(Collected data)
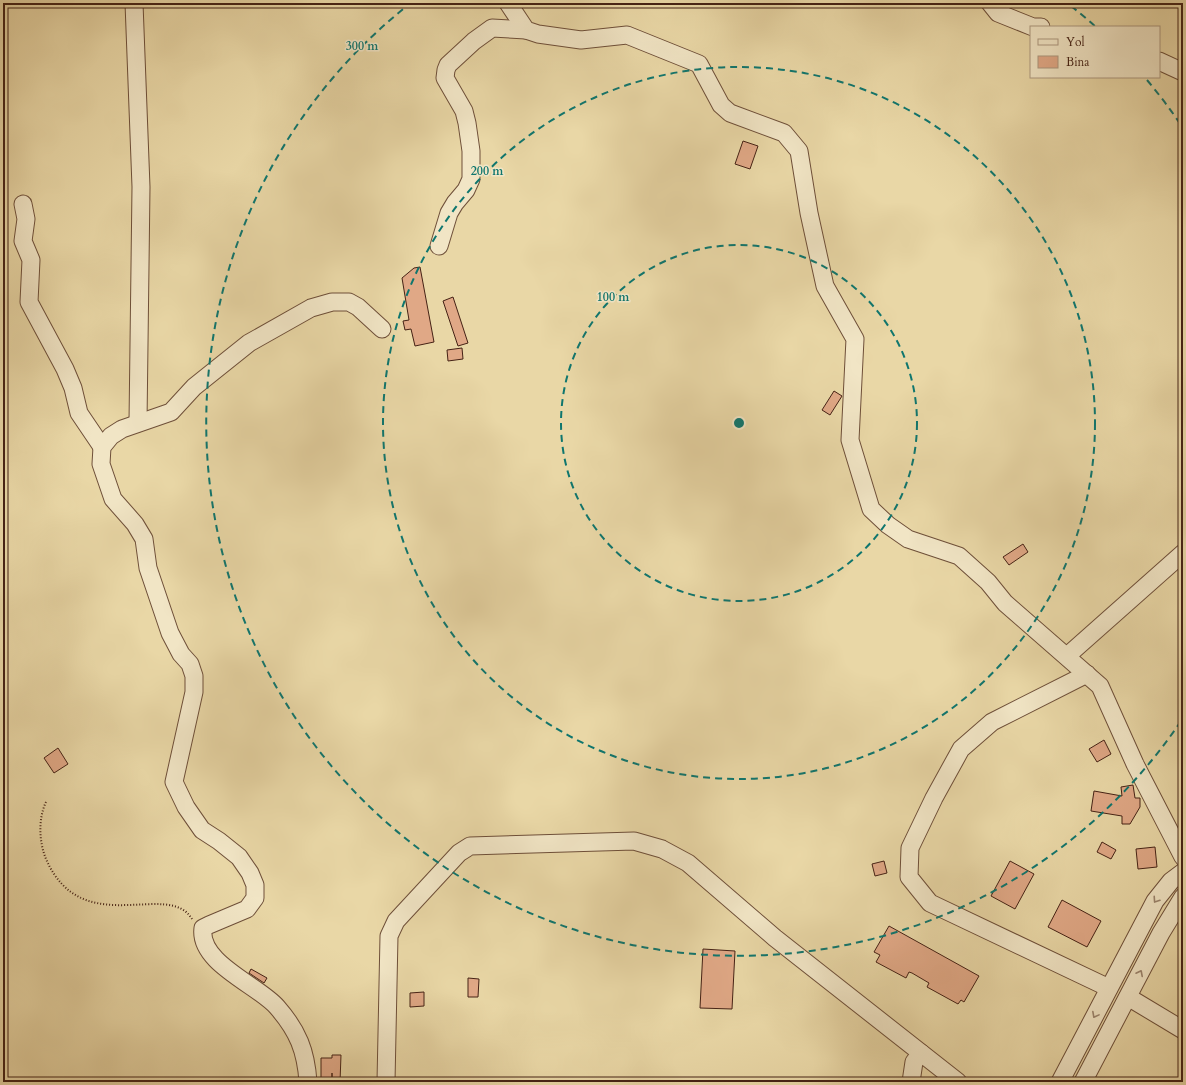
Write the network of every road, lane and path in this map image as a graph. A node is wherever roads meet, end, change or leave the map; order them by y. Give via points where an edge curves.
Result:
1 (134, 3) edge
2 (508, 3) edge
3 (990, 3) edge
4 (1030, 26) edge
5 (526, 30) junction
6 (1160, 62) edge
7 (1183, 72) edge
8 (23, 204) dead end
9 (439, 246) dead end
10 (382, 329) dead end
11 (138, 423) junction
12 (102, 447) junction
13 (1183, 553) edge
14 (1067, 656) junction
15 (1087, 674) junction
16 (3, 676) edge
17 (3, 694) edge
18 (46, 802) dead end
19 (1183, 857) edge
20 (1183, 872) edge
21 (1183, 897) edge
22 (203, 928) junction
23 (1109, 988) junction
24 (1128, 997) junction
25 (1183, 1030) edge
26 (921, 1053) junction
27 (308, 1082) edge
28 (386, 1082) edge
29 (911, 1082) edge
30 (958, 1082) edge
31 (1060, 1082) edge
32 (1083, 1082) edge

1 - 11 street via 141,187
2 - 5 street
3 - 4 street via 998,13
5 - 9 street via 492,28 448,65 445,78 464,111 467,123 471,179 449,213
5 - 14 street via 580,40 627,35 699,64 721,105 730,113 784,133 798,151 825,286 855,339 850,440 871,509 908,539 959,556 988,582 1005,603
6 - 7 street
8 - 12 street via 26,219 23,241 31,260 29,302 65,369 79,413
10 - 11 street via 349,302 332,302 312,308 249,343 194,387 171,412
11 - 12 street via 111,436
12 - 22 street via 101,464 113,499 135,524 144,539 148,568 170,633 181,654 190,664 194,676 194,692 174,782 186,807 202,830 239,858 255,885 255,898 247,909
13 - 14 street
14 - 15 street
15 - 19 street via 1100,686 1135,764
15 - 23 street via 992,722 961,749 910,848 909,877 930,903
16 - 17 path
18 - 22 path via 41,823 44,854 58,882 70,892 94,903 161,904 176,907 188,912 196,925
20 -> 23 street via 1171,881 1155,901
24 -> 21 street
22 - 27 street via 202,937 214,957 229,972 277,1007 295,1031 302,1045
23 -> 31 street
24 - 25 street
24 - 32 street
26 - 28 street via 775,938 688,863 662,849 634,841 470,846 459,853 396,921 389,936
26 - 29 street via 914,1062
26 - 30 street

TO DO:
These entries are to be printed again word for word, except for the pictures.

TASK RESULT:
Write the network of every road, lane and path in this map image as a graph. A node is wherever roads meet, end, change or leave the map; order them by y. Give via points where an edge curves.
Result:
1 (134, 3) edge
2 (508, 3) edge
3 (990, 3) edge
4 (1030, 26) edge
5 (526, 30) junction
6 (1160, 62) edge
7 (1183, 72) edge
8 (23, 204) dead end
9 (439, 246) dead end
10 (382, 329) dead end
11 (138, 423) junction
12 (102, 447) junction
13 (1183, 553) edge
14 (1067, 656) junction
15 (1087, 674) junction
16 (3, 676) edge
17 (3, 694) edge
18 (46, 802) dead end
19 (1183, 857) edge
20 (1183, 872) edge
21 (1183, 897) edge
22 (203, 928) junction
23 (1109, 988) junction
24 (1128, 997) junction
25 (1183, 1030) edge
26 (921, 1053) junction
27 (308, 1082) edge
28 (386, 1082) edge
29 (911, 1082) edge
30 (958, 1082) edge
31 (1060, 1082) edge
32 (1083, 1082) edge

1 - 11 street via 141,187
2 - 5 street
3 - 4 street via 998,13
5 - 9 street via 492,28 448,65 445,78 464,111 467,123 471,179 449,213
5 - 14 street via 580,40 627,35 699,64 721,105 730,113 784,133 798,151 825,286 855,339 850,440 871,509 908,539 959,556 988,582 1005,603
6 - 7 street
8 - 12 street via 26,219 23,241 31,260 29,302 65,369 79,413
10 - 11 street via 349,302 332,302 312,308 249,343 194,387 171,412
11 - 12 street via 111,436
12 - 22 street via 101,464 113,499 135,524 144,539 148,568 170,633 181,654 190,664 194,676 194,692 174,782 186,807 202,830 239,858 255,885 255,898 247,909
13 - 14 street
14 - 15 street
15 - 19 street via 1100,686 1135,764
15 - 23 street via 992,722 961,749 910,848 909,877 930,903
16 - 17 path
18 - 22 path via 41,823 44,854 58,882 70,892 94,903 161,904 176,907 188,912 196,925
20 -> 23 street via 1171,881 1155,901
24 -> 21 street
22 - 27 street via 202,937 214,957 229,972 277,1007 295,1031 302,1045
23 -> 31 street
24 - 25 street
24 - 32 street
26 - 28 street via 775,938 688,863 662,849 634,841 470,846 459,853 396,921 389,936
26 - 29 street via 914,1062
26 - 30 street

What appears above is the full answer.